[Opening Records provided section]

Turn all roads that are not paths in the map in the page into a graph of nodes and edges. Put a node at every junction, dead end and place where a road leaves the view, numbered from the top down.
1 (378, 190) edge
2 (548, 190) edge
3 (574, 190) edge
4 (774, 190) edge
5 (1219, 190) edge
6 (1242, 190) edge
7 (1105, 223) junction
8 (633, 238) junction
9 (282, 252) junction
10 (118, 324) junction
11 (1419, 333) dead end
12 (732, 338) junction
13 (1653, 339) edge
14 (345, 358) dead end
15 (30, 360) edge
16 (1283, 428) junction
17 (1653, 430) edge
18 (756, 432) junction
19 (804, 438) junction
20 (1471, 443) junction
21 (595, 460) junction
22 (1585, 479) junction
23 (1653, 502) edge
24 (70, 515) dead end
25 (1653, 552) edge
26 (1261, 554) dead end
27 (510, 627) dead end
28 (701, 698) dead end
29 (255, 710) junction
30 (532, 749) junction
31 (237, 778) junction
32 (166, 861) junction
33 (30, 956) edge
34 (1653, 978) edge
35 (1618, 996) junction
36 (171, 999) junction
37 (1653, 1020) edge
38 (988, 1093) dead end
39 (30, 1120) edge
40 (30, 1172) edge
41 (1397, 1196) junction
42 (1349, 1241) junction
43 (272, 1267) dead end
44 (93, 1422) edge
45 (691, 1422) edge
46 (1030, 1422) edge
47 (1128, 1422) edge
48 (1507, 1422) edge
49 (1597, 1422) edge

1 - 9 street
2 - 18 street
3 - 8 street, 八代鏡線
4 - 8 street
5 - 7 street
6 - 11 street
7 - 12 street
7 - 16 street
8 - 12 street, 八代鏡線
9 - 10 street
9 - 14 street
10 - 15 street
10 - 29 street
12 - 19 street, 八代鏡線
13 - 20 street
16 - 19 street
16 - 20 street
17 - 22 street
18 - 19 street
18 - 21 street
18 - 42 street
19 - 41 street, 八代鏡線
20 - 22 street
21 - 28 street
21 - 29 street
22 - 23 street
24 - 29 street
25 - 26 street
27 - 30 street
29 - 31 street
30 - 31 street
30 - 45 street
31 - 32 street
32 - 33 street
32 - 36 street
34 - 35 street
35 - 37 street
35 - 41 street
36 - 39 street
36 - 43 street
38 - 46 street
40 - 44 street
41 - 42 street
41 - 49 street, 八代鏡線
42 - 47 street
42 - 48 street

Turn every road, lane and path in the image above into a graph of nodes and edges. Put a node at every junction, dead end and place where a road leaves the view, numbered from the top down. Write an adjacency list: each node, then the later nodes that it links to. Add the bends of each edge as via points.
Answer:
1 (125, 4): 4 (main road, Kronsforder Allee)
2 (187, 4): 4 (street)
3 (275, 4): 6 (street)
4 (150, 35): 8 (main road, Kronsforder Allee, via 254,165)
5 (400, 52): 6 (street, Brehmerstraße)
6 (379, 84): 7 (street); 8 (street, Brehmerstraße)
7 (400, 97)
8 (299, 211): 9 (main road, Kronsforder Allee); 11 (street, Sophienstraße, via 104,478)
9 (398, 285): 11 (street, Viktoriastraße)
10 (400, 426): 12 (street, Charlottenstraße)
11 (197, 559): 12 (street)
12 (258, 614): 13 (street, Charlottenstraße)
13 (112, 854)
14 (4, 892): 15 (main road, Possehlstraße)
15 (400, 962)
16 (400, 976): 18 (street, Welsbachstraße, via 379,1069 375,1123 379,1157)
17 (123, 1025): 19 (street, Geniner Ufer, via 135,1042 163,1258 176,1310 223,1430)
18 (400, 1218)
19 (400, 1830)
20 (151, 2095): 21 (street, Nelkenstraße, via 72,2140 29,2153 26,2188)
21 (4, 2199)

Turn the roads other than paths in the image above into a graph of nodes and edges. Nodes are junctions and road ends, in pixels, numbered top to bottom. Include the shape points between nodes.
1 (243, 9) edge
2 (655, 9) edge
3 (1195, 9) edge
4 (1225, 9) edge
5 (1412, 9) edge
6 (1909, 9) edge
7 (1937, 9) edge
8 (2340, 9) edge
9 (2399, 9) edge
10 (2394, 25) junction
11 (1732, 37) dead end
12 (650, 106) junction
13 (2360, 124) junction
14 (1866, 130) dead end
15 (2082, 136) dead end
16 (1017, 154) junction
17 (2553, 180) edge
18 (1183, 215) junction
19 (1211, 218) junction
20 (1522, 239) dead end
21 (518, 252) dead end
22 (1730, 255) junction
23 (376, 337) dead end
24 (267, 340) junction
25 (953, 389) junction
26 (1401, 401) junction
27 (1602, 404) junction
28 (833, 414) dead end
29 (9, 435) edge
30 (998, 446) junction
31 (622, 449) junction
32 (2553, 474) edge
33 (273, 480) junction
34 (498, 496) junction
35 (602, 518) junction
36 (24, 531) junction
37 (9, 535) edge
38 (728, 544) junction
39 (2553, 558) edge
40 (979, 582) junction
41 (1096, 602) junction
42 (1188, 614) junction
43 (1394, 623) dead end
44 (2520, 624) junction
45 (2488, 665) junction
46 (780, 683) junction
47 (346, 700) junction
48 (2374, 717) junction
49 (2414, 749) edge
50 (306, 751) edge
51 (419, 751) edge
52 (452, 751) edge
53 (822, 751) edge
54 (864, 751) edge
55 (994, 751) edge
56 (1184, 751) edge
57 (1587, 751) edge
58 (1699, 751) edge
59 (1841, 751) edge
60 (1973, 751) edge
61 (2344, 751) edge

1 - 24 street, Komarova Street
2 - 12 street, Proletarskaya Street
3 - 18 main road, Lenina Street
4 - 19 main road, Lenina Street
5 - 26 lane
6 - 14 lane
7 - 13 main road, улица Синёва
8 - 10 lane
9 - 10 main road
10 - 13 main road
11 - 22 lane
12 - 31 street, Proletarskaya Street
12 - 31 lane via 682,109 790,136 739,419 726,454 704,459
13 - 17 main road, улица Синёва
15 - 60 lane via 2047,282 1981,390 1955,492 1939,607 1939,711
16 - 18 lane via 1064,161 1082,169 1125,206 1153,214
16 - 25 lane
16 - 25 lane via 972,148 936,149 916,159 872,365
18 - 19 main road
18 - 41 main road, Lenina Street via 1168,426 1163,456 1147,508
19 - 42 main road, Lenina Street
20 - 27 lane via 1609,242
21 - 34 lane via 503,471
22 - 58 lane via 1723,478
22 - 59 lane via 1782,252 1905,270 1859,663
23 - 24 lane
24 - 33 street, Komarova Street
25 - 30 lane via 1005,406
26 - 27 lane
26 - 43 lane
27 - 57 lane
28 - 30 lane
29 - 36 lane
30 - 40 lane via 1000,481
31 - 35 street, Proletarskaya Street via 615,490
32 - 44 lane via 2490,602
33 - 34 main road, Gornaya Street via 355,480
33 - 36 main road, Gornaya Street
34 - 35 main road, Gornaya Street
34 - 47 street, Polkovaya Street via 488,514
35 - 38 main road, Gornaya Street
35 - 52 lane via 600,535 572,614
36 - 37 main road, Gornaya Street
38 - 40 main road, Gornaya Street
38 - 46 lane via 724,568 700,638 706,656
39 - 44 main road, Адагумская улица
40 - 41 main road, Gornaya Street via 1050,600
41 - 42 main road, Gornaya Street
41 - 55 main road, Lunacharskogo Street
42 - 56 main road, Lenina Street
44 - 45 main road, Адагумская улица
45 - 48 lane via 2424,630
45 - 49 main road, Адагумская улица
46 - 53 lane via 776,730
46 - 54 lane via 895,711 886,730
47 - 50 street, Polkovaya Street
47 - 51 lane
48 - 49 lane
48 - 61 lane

[Closing Records provided section]

> [Problem details]:
The records above are to be copied out exactly, line for line.

> [Finished exercise]:
Turn all roads that are not paths in the map in the page into a graph of nodes and edges. Put a node at every junction, dead end and place where a road leaves the view, numbered from the top down.
1 (378, 190) edge
2 (548, 190) edge
3 (574, 190) edge
4 (774, 190) edge
5 (1219, 190) edge
6 (1242, 190) edge
7 (1105, 223) junction
8 (633, 238) junction
9 (282, 252) junction
10 (118, 324) junction
11 (1419, 333) dead end
12 (732, 338) junction
13 (1653, 339) edge
14 (345, 358) dead end
15 (30, 360) edge
16 (1283, 428) junction
17 (1653, 430) edge
18 (756, 432) junction
19 (804, 438) junction
20 (1471, 443) junction
21 (595, 460) junction
22 (1585, 479) junction
23 (1653, 502) edge
24 (70, 515) dead end
25 (1653, 552) edge
26 (1261, 554) dead end
27 (510, 627) dead end
28 (701, 698) dead end
29 (255, 710) junction
30 (532, 749) junction
31 (237, 778) junction
32 (166, 861) junction
33 (30, 956) edge
34 (1653, 978) edge
35 (1618, 996) junction
36 (171, 999) junction
37 (1653, 1020) edge
38 (988, 1093) dead end
39 (30, 1120) edge
40 (30, 1172) edge
41 (1397, 1196) junction
42 (1349, 1241) junction
43 (272, 1267) dead end
44 (93, 1422) edge
45 (691, 1422) edge
46 (1030, 1422) edge
47 (1128, 1422) edge
48 (1507, 1422) edge
49 (1597, 1422) edge

1 - 9 street
2 - 18 street
3 - 8 street, 八代鏡線
4 - 8 street
5 - 7 street
6 - 11 street
7 - 12 street
7 - 16 street
8 - 12 street, 八代鏡線
9 - 10 street
9 - 14 street
10 - 15 street
10 - 29 street
12 - 19 street, 八代鏡線
13 - 20 street
16 - 19 street
16 - 20 street
17 - 22 street
18 - 19 street
18 - 21 street
18 - 42 street
19 - 41 street, 八代鏡線
20 - 22 street
21 - 28 street
21 - 29 street
22 - 23 street
24 - 29 street
25 - 26 street
27 - 30 street
29 - 31 street
30 - 31 street
30 - 45 street
31 - 32 street
32 - 33 street
32 - 36 street
34 - 35 street
35 - 37 street
35 - 41 street
36 - 39 street
36 - 43 street
38 - 46 street
40 - 44 street
41 - 42 street
41 - 49 street, 八代鏡線
42 - 47 street
42 - 48 street

Turn every road, lane and path in the image above into a graph of nodes and edges. Put a node at every junction, dead end and place where a road leaves the view, numbered from the top down. Write an adjacency list: each node, then the later nodes that it links to. Add the bends of each edge as via points.
Answer:
1 (125, 4): 4 (main road, Kronsforder Allee)
2 (187, 4): 4 (street)
3 (275, 4): 6 (street)
4 (150, 35): 8 (main road, Kronsforder Allee, via 254,165)
5 (400, 52): 6 (street, Brehmerstraße)
6 (379, 84): 7 (street); 8 (street, Brehmerstraße)
7 (400, 97)
8 (299, 211): 9 (main road, Kronsforder Allee); 11 (street, Sophienstraße, via 104,478)
9 (398, 285): 11 (street, Viktoriastraße)
10 (400, 426): 12 (street, Charlottenstraße)
11 (197, 559): 12 (street)
12 (258, 614): 13 (street, Charlottenstraße)
13 (112, 854)
14 (4, 892): 15 (main road, Possehlstraße)
15 (400, 962)
16 (400, 976): 18 (street, Welsbachstraße, via 379,1069 375,1123 379,1157)
17 (123, 1025): 19 (street, Geniner Ufer, via 135,1042 163,1258 176,1310 223,1430)
18 (400, 1218)
19 (400, 1830)
20 (151, 2095): 21 (street, Nelkenstraße, via 72,2140 29,2153 26,2188)
21 (4, 2199)

Turn the roads other than paths in the image above into a graph of nodes and edges. Nodes are junctions and road ends, in pixels, numbered top to bottom. Include the shape points between nodes.
1 (243, 9) edge
2 (655, 9) edge
3 (1195, 9) edge
4 (1225, 9) edge
5 (1412, 9) edge
6 (1909, 9) edge
7 (1937, 9) edge
8 (2340, 9) edge
9 (2399, 9) edge
10 (2394, 25) junction
11 (1732, 37) dead end
12 (650, 106) junction
13 (2360, 124) junction
14 (1866, 130) dead end
15 (2082, 136) dead end
16 (1017, 154) junction
17 (2553, 180) edge
18 (1183, 215) junction
19 (1211, 218) junction
20 (1522, 239) dead end
21 (518, 252) dead end
22 (1730, 255) junction
23 (376, 337) dead end
24 (267, 340) junction
25 (953, 389) junction
26 (1401, 401) junction
27 (1602, 404) junction
28 (833, 414) dead end
29 (9, 435) edge
30 (998, 446) junction
31 (622, 449) junction
32 (2553, 474) edge
33 (273, 480) junction
34 (498, 496) junction
35 (602, 518) junction
36 (24, 531) junction
37 (9, 535) edge
38 (728, 544) junction
39 (2553, 558) edge
40 (979, 582) junction
41 (1096, 602) junction
42 (1188, 614) junction
43 (1394, 623) dead end
44 (2520, 624) junction
45 (2488, 665) junction
46 (780, 683) junction
47 (346, 700) junction
48 (2374, 717) junction
49 (2414, 749) edge
50 (306, 751) edge
51 (419, 751) edge
52 (452, 751) edge
53 (822, 751) edge
54 (864, 751) edge
55 (994, 751) edge
56 (1184, 751) edge
57 (1587, 751) edge
58 (1699, 751) edge
59 (1841, 751) edge
60 (1973, 751) edge
61 (2344, 751) edge

1 - 24 street, Komarova Street
2 - 12 street, Proletarskaya Street
3 - 18 main road, Lenina Street
4 - 19 main road, Lenina Street
5 - 26 lane
6 - 14 lane
7 - 13 main road, улица Синёва
8 - 10 lane
9 - 10 main road
10 - 13 main road
11 - 22 lane
12 - 31 street, Proletarskaya Street
12 - 31 lane via 682,109 790,136 739,419 726,454 704,459
13 - 17 main road, улица Синёва
15 - 60 lane via 2047,282 1981,390 1955,492 1939,607 1939,711
16 - 18 lane via 1064,161 1082,169 1125,206 1153,214
16 - 25 lane
16 - 25 lane via 972,148 936,149 916,159 872,365
18 - 19 main road
18 - 41 main road, Lenina Street via 1168,426 1163,456 1147,508
19 - 42 main road, Lenina Street
20 - 27 lane via 1609,242
21 - 34 lane via 503,471
22 - 58 lane via 1723,478
22 - 59 lane via 1782,252 1905,270 1859,663
23 - 24 lane
24 - 33 street, Komarova Street
25 - 30 lane via 1005,406
26 - 27 lane
26 - 43 lane
27 - 57 lane
28 - 30 lane
29 - 36 lane
30 - 40 lane via 1000,481
31 - 35 street, Proletarskaya Street via 615,490
32 - 44 lane via 2490,602
33 - 34 main road, Gornaya Street via 355,480
33 - 36 main road, Gornaya Street
34 - 35 main road, Gornaya Street
34 - 47 street, Polkovaya Street via 488,514
35 - 38 main road, Gornaya Street
35 - 52 lane via 600,535 572,614
36 - 37 main road, Gornaya Street
38 - 40 main road, Gornaya Street
38 - 46 lane via 724,568 700,638 706,656
39 - 44 main road, Адагумская улица
40 - 41 main road, Gornaya Street via 1050,600
41 - 42 main road, Gornaya Street
41 - 55 main road, Lunacharskogo Street
42 - 56 main road, Lenina Street
44 - 45 main road, Адагумская улица
45 - 48 lane via 2424,630
45 - 49 main road, Адагумская улица
46 - 53 lane via 776,730
46 - 54 lane via 895,711 886,730
47 - 50 street, Polkovaya Street
47 - 51 lane
48 - 49 lane
48 - 61 lane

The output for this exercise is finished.